Look through the entries below and count every line in which "bottom" appears; reply with the number only.

_Collected data entries_:

>>

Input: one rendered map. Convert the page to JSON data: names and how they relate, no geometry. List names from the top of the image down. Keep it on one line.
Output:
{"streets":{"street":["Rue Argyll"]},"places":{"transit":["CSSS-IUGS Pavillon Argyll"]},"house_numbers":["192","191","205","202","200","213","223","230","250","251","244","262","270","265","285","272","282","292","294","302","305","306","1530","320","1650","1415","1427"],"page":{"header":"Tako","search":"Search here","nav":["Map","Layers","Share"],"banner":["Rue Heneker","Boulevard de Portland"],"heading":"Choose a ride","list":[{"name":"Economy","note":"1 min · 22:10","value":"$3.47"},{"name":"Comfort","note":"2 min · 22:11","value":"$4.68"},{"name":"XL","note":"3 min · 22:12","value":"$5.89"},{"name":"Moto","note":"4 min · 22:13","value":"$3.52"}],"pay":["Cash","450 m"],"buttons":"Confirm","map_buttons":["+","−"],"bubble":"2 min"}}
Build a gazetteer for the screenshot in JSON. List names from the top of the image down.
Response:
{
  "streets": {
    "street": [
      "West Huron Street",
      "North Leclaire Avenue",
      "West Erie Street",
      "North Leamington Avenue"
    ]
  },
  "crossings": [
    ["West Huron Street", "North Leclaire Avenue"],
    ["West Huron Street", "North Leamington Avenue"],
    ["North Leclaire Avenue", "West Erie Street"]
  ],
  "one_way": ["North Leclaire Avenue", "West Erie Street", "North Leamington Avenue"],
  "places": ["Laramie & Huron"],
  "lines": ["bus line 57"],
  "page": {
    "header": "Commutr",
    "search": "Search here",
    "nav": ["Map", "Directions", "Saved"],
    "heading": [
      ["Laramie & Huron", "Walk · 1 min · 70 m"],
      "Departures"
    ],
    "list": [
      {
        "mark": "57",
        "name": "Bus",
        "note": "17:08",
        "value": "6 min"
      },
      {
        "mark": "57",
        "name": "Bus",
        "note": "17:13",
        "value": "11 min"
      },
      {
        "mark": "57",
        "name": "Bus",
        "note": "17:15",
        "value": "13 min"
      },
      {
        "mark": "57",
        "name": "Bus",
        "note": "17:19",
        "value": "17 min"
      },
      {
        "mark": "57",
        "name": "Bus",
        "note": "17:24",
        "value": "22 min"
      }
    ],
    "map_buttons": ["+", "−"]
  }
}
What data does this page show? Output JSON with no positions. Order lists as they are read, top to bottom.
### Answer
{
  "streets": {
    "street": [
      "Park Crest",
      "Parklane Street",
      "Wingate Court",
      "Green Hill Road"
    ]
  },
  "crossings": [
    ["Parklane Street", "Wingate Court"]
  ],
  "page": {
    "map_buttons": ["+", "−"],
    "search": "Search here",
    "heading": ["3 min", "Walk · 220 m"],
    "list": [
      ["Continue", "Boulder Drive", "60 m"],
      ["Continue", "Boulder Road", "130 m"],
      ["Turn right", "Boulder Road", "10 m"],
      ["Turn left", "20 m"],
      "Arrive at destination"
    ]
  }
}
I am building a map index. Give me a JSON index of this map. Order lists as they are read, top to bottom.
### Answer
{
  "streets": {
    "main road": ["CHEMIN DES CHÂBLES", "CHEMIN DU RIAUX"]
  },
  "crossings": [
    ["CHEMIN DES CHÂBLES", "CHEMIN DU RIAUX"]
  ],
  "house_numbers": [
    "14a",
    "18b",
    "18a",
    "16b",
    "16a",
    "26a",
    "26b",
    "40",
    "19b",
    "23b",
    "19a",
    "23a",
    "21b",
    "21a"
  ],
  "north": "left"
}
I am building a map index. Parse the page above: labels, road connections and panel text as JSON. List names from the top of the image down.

<<

_Written answer_: 2